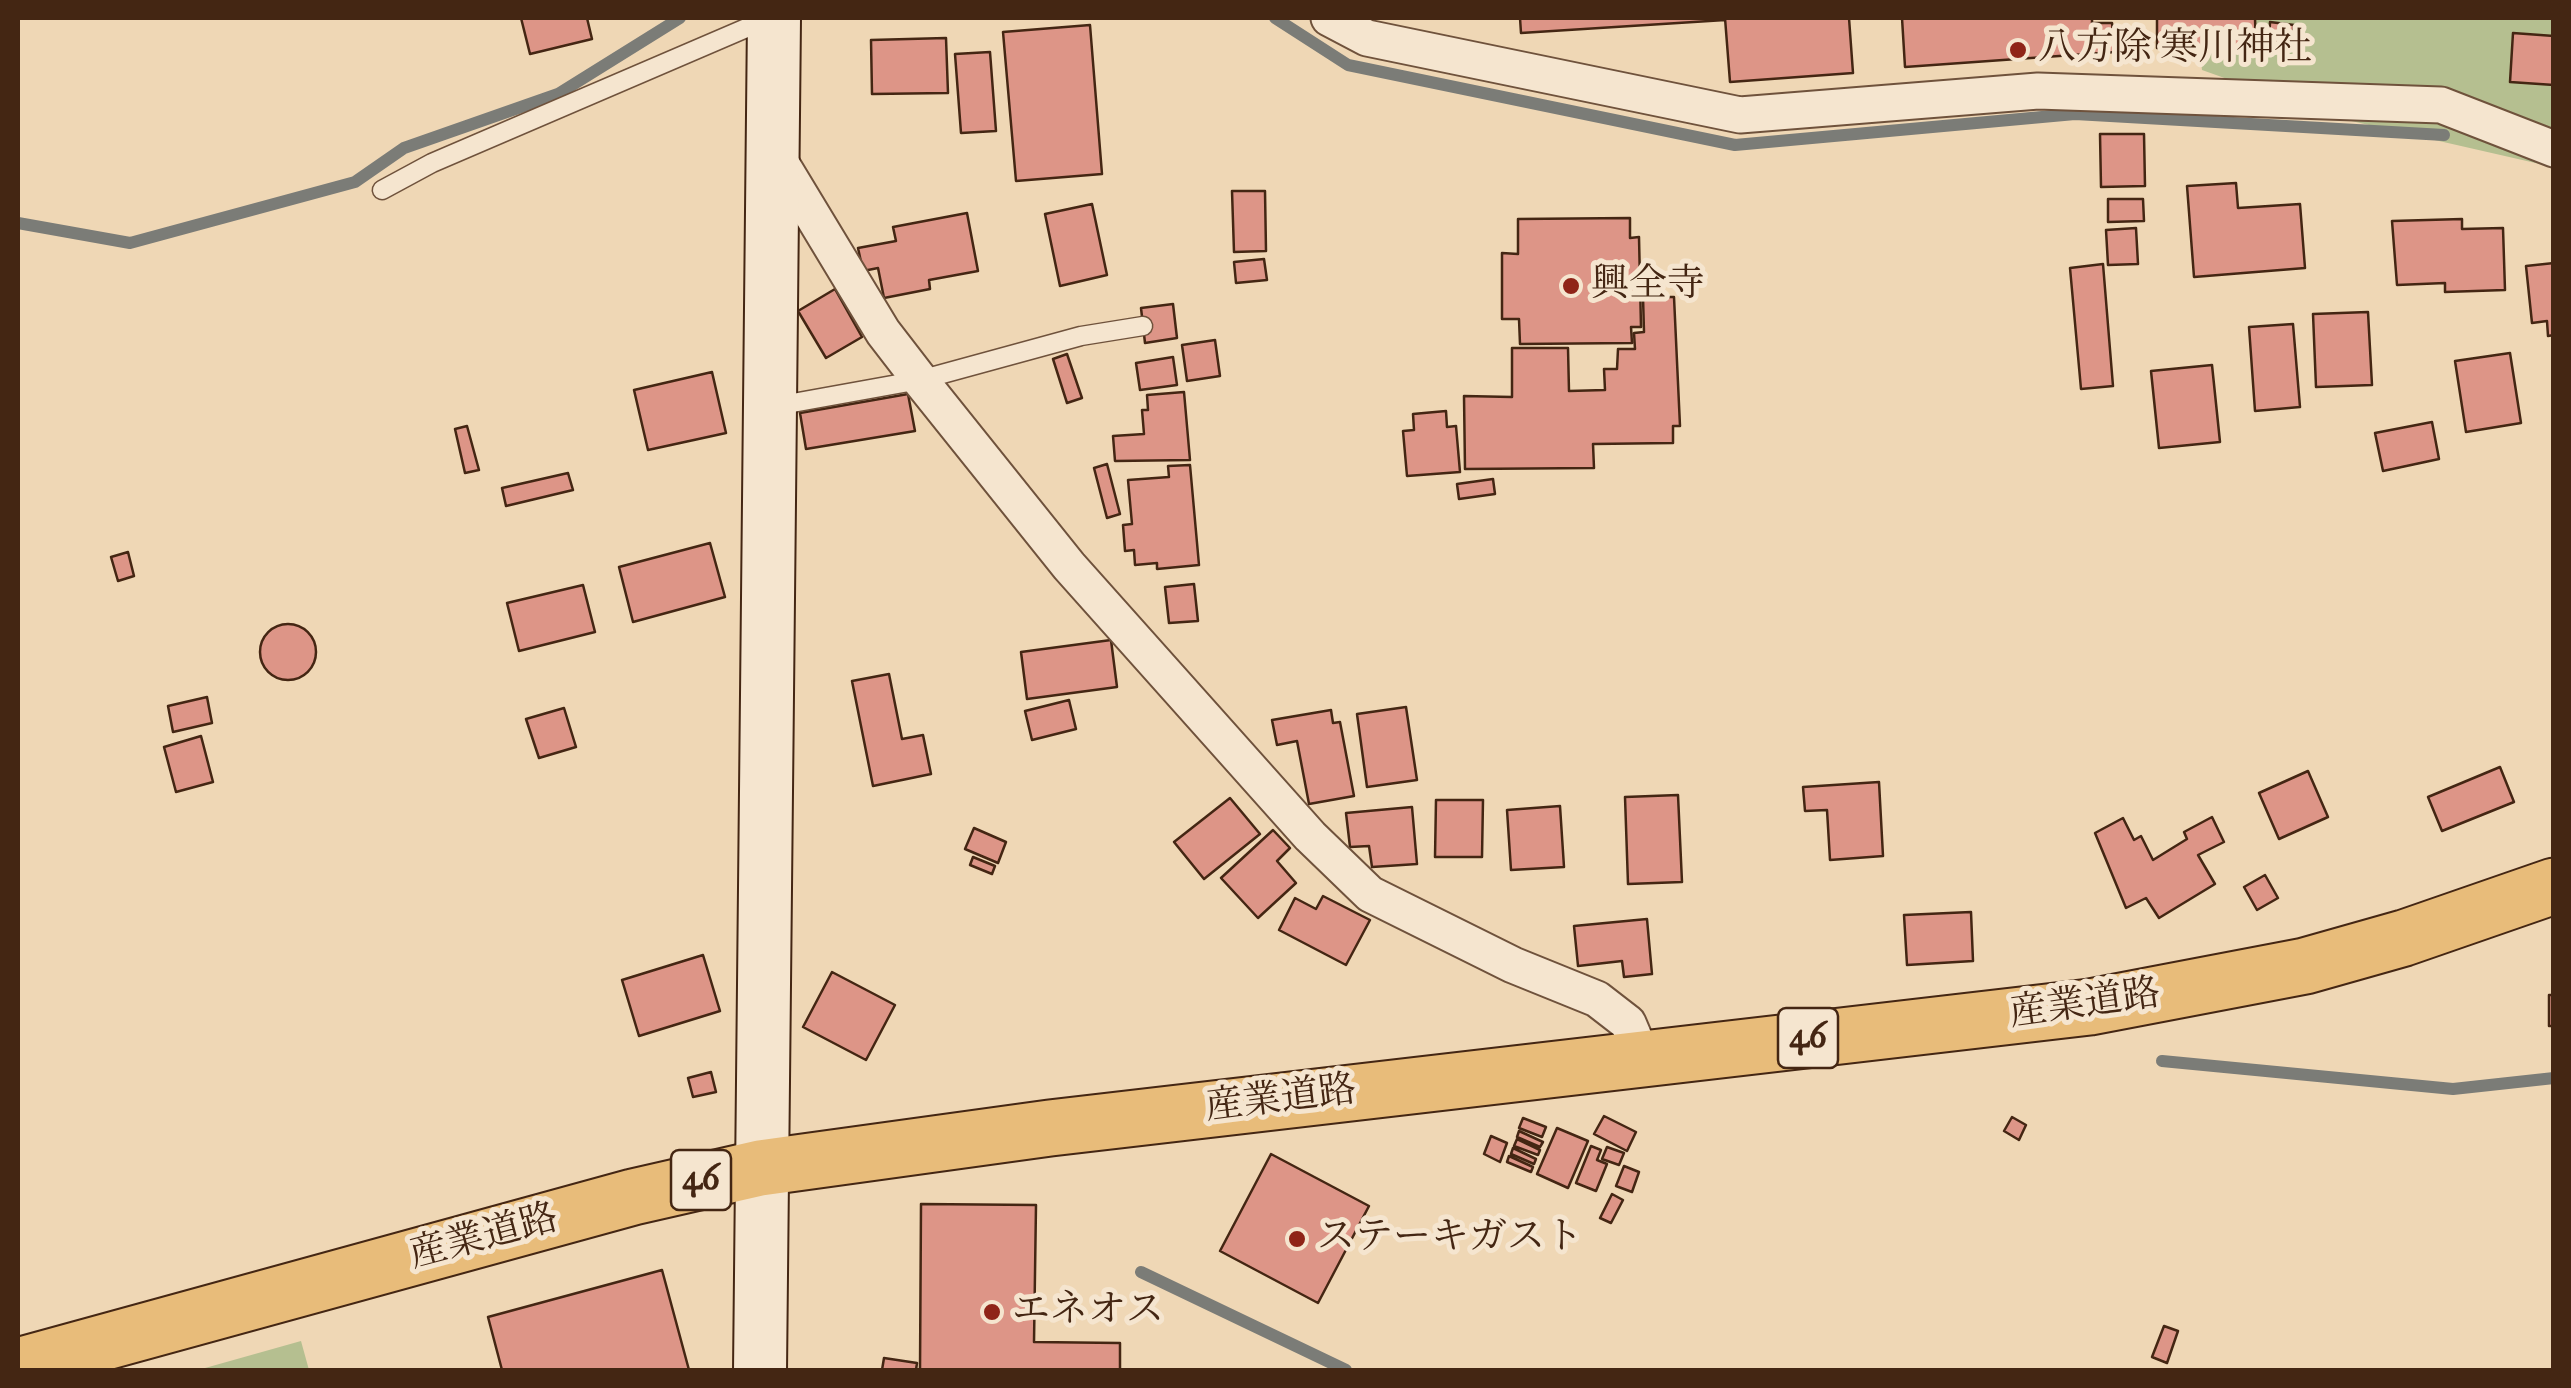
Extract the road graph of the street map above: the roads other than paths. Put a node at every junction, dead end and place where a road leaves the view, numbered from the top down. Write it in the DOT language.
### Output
graph roads {
  1 [pos="772,18"];
  2 [pos="1330,18"];
  3 [pos="2554,149"];
  4 [pos="772,150"];
  5 [pos="382,190"];
  6 [pos="1143,326"];
  7 [pos="920,380"];
  8 [pos="771,407"];
  9 [pos="2554,886"];
  10 [pos="1642,1056"];
  11 [pos="760,1168"];
  12 [pos="18,1366"];
  13 [pos="760,1370"];
  1 -- 4 [label="street"];
  1 -- 5 [label="lane"];
  2 -- 3 [label="street"];
  4 -- 7 [label="street"];
  4 -- 8 [label="street"];
  6 -- 7 [label="lane"];
  7 -- 8 [label="lane"];
  7 -- 10 [label="street"];
  8 -- 11 [label="street"];
  9 -- 10 [label="main road, 産業道路 / 46"];
  10 -- 11 [label="main road, 産業道路 / 46"];
  11 -- 12 [label="main road, 産業道路 / 46"];
  11 -- 13 [label="street"];
}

*PROMPT*
Keep the pictures out and transcribe the listing exactly.

*TASK SOLUTION*
Extract the road graph of the street map above: the roads other than paths. Put a node at every junction, dead end and place where a road leaves the view, numbered from the top down. Write it in the DOT language.
### Output
graph roads {
  1 [pos="772,18"];
  2 [pos="1330,18"];
  3 [pos="2554,149"];
  4 [pos="772,150"];
  5 [pos="382,190"];
  6 [pos="1143,326"];
  7 [pos="920,380"];
  8 [pos="771,407"];
  9 [pos="2554,886"];
  10 [pos="1642,1056"];
  11 [pos="760,1168"];
  12 [pos="18,1366"];
  13 [pos="760,1370"];
  1 -- 4 [label="street"];
  1 -- 5 [label="lane"];
  2 -- 3 [label="street"];
  4 -- 7 [label="street"];
  4 -- 8 [label="street"];
  6 -- 7 [label="lane"];
  7 -- 8 [label="lane"];
  7 -- 10 [label="street"];
  8 -- 11 [label="street"];
  9 -- 10 [label="main road, 産業道路 / 46"];
  10 -- 11 [label="main road, 産業道路 / 46"];
  11 -- 12 [label="main road, 産業道路 / 46"];
  11 -- 13 [label="street"];
}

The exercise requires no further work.